A History of British Birds, Volume III


Orkney


It begins where the road ends beside a farm. Empty sacking, silage breath, the car parked amongst oily puddles. The fields are bright after rain. Inside one puddle, a white plastic feed sack, crumpled, like a drowned moon. Then feet up on the car’s rear bumper, boots loosened and threaded, backpacks tightened. Wanting to rain: a sheen of rain, like the thought of rain, has settled on the car and made it gleam. When I bend to tie my boots I notice tiny beads of water quivering like mercury on the waxed leather. Eric is with me, who knows this valley intimately, who knows where the kestrel has its nest above the burn and where the short-eared owls hide their young amongst the heather. We leave the farm and start to walk along the track towards the swell of the moor.

Closer the fields look greasy and soft. The track begins to leak away from under us and soon the bog has smothered it completely. We are amongst peat hags and pools of amber water. Marsh orchids glow mauve and pink amongst the dark reed grass. The sky is heavy with geese: greylags, with their snowshoe gait, long thick necks snorkelling the heather. You do not think they could get airborne; they run across the moor beating at the air, nothing like a bird. And with a heave they are up, calling with the rigmarole of it all, stacking themselves in columns of three or four.

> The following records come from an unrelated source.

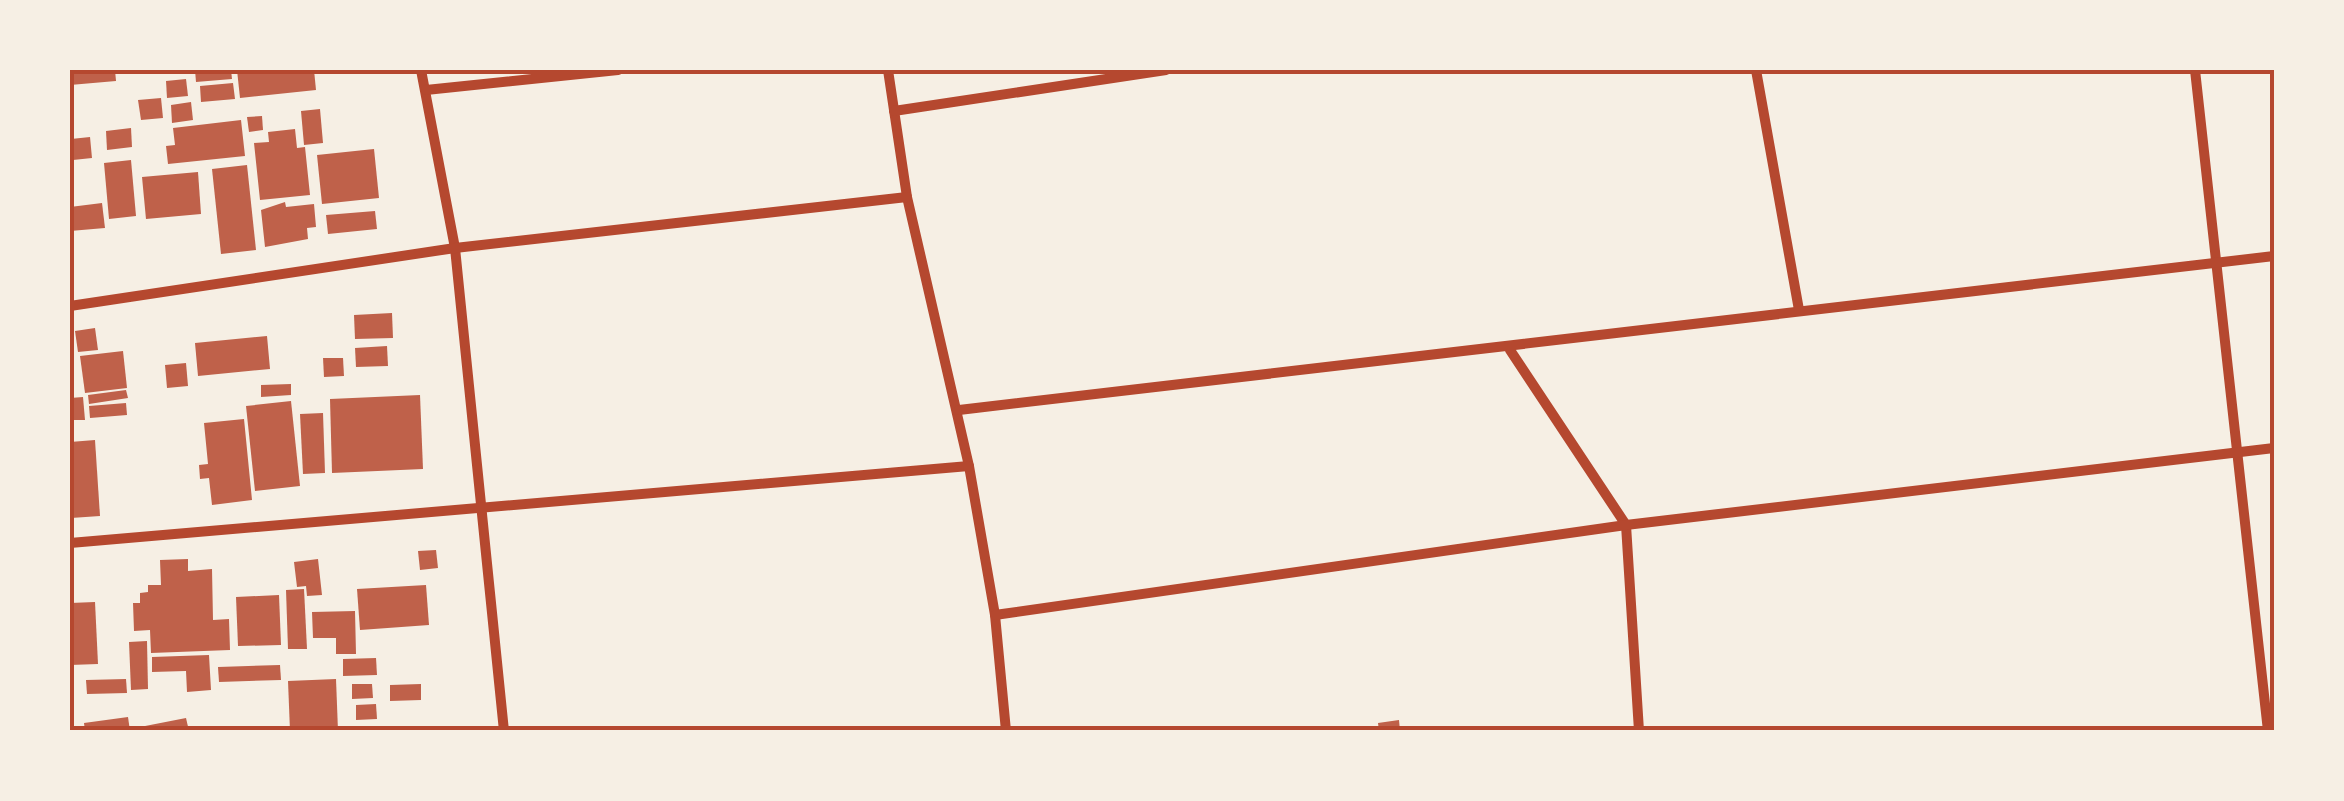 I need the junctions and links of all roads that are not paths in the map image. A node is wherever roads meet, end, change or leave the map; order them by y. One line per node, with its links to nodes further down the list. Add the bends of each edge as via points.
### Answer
1 (422, 70): 7 (street)
2 (618, 70): 7 (street)
3 (888, 70): 8 (street)
4 (1166, 70): 8 (street)
5 (1756, 70): 14 (street)
6 (2195, 70): 12 (street)
7 (426, 90): 10 (street)
8 (894, 111): 9 (street)
9 (907, 196): 10 (street); 16 (street)
10 (455, 248): 13 (street); 20 (street)
11 (2274, 256): 12 (street)
12 (2214, 263): 14 (street); 18 (street)
13 (70, 306)
14 (1799, 310): 15 (street)
15 (1510, 350): 16 (street); 21 (street)
16 (959, 410): 19 (street)
17 (2274, 448): 18 (street)
18 (2240, 452): 21 (street); 27 (street)
19 (970, 466): 20 (street); 23 (street)
20 (484, 510): 22 (street); 24 (street)
21 (1626, 525): 23 (street); 26 (street)
22 (70, 543)
23 (995, 615): 25 (street)
24 (504, 731)
25 (1006, 731)
26 (1639, 731)
27 (2268, 731)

They fly low over the moor, circling above us as if in a holding pattern. When a column of geese breaks the horizon it looks like a dust devil has spun up from the ground to whirl slowly down the valley towards us.

Late May on a hillside in Orkney; nowhere I would rather be. It is a place running with birds. Curlews with their rippling song and long delicate bills and the young short-eared owls keeking from their hideout in the heather. And all that heft and noise of goose. When the greylags leave, shepherding their young down off the moor, following the burns to the lowland lochs and brackish lagoons, then, surely, undetectably, the moor must inflate a little, breathing out after all that weight of goose has gone.

We find a path that cuts through a bank of deep heather. It leads up onto the moor and the horizon lifts. I can see the hills of Hoy with their wind-raked slopes of scree and the sea below with its waves like the patterns of the scree. This morning the sea is a livery dark, creased with white lines that map the movement of the swell. It looks as if the sea is full of cracks, splinters of ice.

Wherever you turn on Orkney the sea is at your back, linking the islands with its junctions of light. It is not enough that the islands are already so scattered. The sea is always gnawing at them, looking for avenues to open up, fractures in the rock to prise apart. The sea up here has myriad ways to breach the land. It showers the western cliffs with its salty mists and peoples the thin soils with its kin: creeping willow, eyebright, sea thrift, sea plantain, all plants that love the sea’s breath on them.

It is a trickster sea that comes ashore with subterfuge. Orkney children once made imaginary farms with scallop shells for sheep, gaper shells for pigs, as if the sea, like a toymaker, had carved each shell and left it on the shore, waiting for a passing child. And at night selchies dock in the deep geos and patter ashore in their wet skins to slip amongst the dozing kye.